Let’s consider a classic experiment occurs in most of probability books, a coin flip experiment: we flip a coin and see whether head or tail occurs. We’re doing 1 experiment or 1 trial and the possible results are head or tail. In probability theory, head or tail are possible outcomes of an experiment. We could use clojure keyword to symbolize the outcomes: :head or :tail.

Let’s consider another experiment where we flip a coin twice in an experiment. The possible sequences of outcomes are ordered-pairs [:head :tail], [:tail :head], [:tail :tail], and [:head :head].

From a particular experiment, each outcome is unique. An experiment yields an outcome for each trial. The set of all possible outcomes of an experiment is the sample space which usually denoted with S or Ω (Greek capital for Omega). So for the coin flip, the S is #{:head :tail} and the flip-a-coin-twice experiment, the S or Ω is #{[:head :tail] [:tail :head] [:tail :tail] [:head :head]}.

Now, we want to know whether tomorrow’s maximum temperature will be 34 degrees celcius. The outcomes of the experiment depends on the range and precision of our temperature sensor device. For example, our device has temperature range from -10 to 50 degrees celcius with 0.001 precision. The sample space is #{-10.000, -10.001, -10.002, ..... , 49.998, 49.999, 50.000}. Compared to our coin flip experiments above, this maximum temperature experiment’s sample space has more number of outcomes. In practical daily life usage, it is enough for us to know the maximum temperature in integer (ex. it’s 34 degrees celcius). So, looking at the possible outcomes, we decide that we’re interested to know whether tomorrow’s maximum temperature is between 33.5 and 34.5 degrees celcius which is a set #{33.500, 33.501, ..., 34.449, 34.500}. We’re interested in a subset of the outcomes.

In probability theory, a subset of outcomes from an experiment is called an event. The distinction between outcome and event is practically useful, especially in experiments with continuous or very large sample spaces.

Consider our maximum temperature experiment. The sample space contains all possible temperature readings (e.g., 33.501°C, 33.502°C, 33.503°C, etc.). However, in practical applications, we’re often interested in broader categories rather than exact measurements. For instance, we might want to know the probability of the temperature being “around 34 degrees Celsius”. We could define this as an event: “the maximum temperature is greater than or equal to 33.5°C and less than 34.5°C”. This event would include all outcomes in the set #{33.500, 33.501, ..., 34.499}.

In flip-a-coin-twice experiment, we might be interested in events where only 1 :head occurs like #{[:head :tail]} and #{[:tail :head]}. The event where 2 occurs is #{[:head :head]}. In our single coin-toss experiment, the possible events are #{:head} or #{:tail}. Events such as #{[:head :head]} and #{:head} or #{:tail} are events with exactly one outcome. In probability theory, an event containing exactly one outcome is called an elementary event.

In a coin flip experiment with a fair coin where we expect both head and tail equally likely to happen, we assign both outcomes with equal probability 50%.

Tickets in a Box Model

We can simulate random experiments in our computers.

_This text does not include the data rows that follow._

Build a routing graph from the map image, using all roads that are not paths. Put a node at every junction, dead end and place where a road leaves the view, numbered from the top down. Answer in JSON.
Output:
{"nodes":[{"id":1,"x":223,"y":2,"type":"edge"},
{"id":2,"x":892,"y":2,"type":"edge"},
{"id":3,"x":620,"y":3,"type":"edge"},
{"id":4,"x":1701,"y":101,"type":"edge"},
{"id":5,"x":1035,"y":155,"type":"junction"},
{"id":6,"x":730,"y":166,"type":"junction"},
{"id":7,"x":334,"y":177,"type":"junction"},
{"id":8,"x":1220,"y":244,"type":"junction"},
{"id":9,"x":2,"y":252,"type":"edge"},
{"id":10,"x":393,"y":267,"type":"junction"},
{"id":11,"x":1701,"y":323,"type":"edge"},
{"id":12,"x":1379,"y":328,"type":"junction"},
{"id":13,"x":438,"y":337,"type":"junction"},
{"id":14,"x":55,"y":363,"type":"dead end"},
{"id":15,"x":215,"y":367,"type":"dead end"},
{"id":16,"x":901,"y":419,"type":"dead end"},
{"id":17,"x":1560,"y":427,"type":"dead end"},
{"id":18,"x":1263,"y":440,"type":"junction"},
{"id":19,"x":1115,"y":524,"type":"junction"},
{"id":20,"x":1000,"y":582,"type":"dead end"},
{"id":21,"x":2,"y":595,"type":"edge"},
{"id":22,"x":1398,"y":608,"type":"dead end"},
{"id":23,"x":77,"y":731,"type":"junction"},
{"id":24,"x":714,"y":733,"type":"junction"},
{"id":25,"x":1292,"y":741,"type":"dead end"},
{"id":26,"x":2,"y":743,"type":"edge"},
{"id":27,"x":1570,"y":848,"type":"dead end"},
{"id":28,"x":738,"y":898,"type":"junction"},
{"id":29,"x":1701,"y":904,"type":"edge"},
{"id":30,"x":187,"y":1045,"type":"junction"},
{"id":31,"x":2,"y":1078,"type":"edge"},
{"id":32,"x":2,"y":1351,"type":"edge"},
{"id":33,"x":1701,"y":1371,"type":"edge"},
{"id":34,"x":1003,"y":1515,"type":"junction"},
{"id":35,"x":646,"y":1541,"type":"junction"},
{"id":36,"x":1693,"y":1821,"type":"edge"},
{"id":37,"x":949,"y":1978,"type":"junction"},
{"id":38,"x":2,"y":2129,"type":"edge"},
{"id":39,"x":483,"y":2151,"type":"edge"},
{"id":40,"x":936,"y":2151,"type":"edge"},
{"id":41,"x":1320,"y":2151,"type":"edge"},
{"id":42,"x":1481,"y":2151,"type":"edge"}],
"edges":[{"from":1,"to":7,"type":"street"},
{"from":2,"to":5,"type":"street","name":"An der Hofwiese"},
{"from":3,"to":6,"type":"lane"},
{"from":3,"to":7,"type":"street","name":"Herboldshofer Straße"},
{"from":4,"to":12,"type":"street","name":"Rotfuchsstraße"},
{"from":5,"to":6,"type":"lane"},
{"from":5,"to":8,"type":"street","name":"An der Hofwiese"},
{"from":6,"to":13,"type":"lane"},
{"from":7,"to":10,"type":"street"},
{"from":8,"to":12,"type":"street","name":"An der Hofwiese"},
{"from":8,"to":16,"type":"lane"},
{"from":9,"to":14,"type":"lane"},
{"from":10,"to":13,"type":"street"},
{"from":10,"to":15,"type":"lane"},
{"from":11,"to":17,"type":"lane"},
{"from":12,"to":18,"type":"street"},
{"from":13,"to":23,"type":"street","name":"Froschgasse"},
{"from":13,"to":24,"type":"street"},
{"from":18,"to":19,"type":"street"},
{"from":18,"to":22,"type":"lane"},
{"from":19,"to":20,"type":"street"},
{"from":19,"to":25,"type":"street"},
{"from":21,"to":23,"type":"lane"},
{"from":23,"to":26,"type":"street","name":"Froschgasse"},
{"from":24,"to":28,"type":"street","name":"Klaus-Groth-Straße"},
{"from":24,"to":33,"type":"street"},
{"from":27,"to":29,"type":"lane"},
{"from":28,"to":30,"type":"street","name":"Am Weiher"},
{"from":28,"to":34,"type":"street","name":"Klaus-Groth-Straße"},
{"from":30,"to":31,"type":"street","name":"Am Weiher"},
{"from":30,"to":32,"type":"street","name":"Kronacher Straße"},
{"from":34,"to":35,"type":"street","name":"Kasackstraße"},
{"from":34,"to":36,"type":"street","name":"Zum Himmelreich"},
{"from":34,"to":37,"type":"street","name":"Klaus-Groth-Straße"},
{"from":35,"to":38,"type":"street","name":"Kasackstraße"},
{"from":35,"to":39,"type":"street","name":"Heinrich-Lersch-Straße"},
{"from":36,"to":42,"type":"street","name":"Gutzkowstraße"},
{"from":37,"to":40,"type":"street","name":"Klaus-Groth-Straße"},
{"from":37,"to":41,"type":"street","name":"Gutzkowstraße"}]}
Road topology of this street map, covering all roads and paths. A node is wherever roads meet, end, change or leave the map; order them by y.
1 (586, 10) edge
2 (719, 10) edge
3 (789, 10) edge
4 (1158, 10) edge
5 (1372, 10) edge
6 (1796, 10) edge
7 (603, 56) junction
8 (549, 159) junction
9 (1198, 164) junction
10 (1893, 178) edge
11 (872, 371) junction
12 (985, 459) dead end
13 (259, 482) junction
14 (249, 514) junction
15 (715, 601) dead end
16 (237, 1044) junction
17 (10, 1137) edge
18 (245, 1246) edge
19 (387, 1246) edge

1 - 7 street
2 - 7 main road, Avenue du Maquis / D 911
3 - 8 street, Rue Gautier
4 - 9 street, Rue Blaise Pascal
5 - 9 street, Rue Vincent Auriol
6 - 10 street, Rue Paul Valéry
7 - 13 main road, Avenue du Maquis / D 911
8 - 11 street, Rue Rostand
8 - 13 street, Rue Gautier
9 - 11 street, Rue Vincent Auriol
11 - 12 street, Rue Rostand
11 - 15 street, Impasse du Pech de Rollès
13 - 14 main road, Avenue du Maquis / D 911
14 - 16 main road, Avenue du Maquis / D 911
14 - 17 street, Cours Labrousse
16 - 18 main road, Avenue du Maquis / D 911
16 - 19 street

We can, programmatically, create a model of random experiment and run the model simulations in our computer. The model should be small enough to capture relevant aspects of a random experiment we have learned: the outcomes, sample space, events, and probabilities.

We will use a tickets-in-a-box model or “box model”, for short. The box contains tickets and each ticket has an outcome written on it. The outcome written could be “head” or “tail” from tossing a coin, “win” or “lose” or “draw” from a sports match between 2 teams, or all possible temperature readings from maximum temperatur experiment – it depends on the random experiment. Every potential outcome is represented on at least one ticket in the box. Certain outcomes might be found on multiple tickets. We can imagine that we shake the box to ensure that the tickets inside are randomly shuffled thus each individual ticket are equally likely to be selected. Doing an experiment means we pick a ticket from the box and then see what is written on the ticket to know the outcome.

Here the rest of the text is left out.